Task to carry out:
Every line of the material below in which "pinky" shows up is to be located and copied.

Supplied material:

----------------------------------------

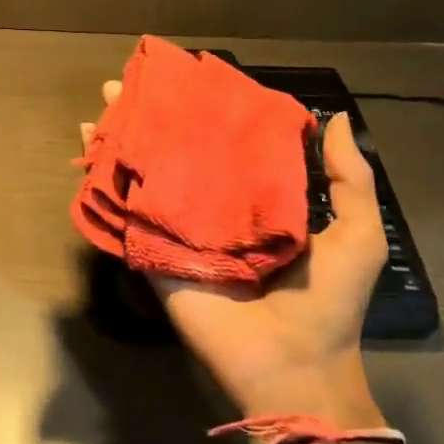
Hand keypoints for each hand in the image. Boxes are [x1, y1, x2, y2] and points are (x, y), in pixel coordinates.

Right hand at [82, 80, 387, 418]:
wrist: (293, 366)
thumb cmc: (328, 299)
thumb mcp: (356, 233)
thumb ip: (348, 178)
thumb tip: (334, 117)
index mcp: (251, 201)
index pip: (220, 145)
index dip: (201, 112)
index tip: (181, 77)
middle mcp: (207, 209)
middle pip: (172, 153)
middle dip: (148, 117)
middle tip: (126, 82)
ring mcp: (174, 230)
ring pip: (141, 175)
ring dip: (119, 139)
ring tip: (102, 102)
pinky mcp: (150, 252)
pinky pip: (122, 212)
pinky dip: (102, 182)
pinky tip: (87, 149)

----------------------------------------

Written response:
pinky mcp: (150, 252)
pinky pip: (122, 212)
pinky dip: (102, 182)
pinky tip: (87, 149)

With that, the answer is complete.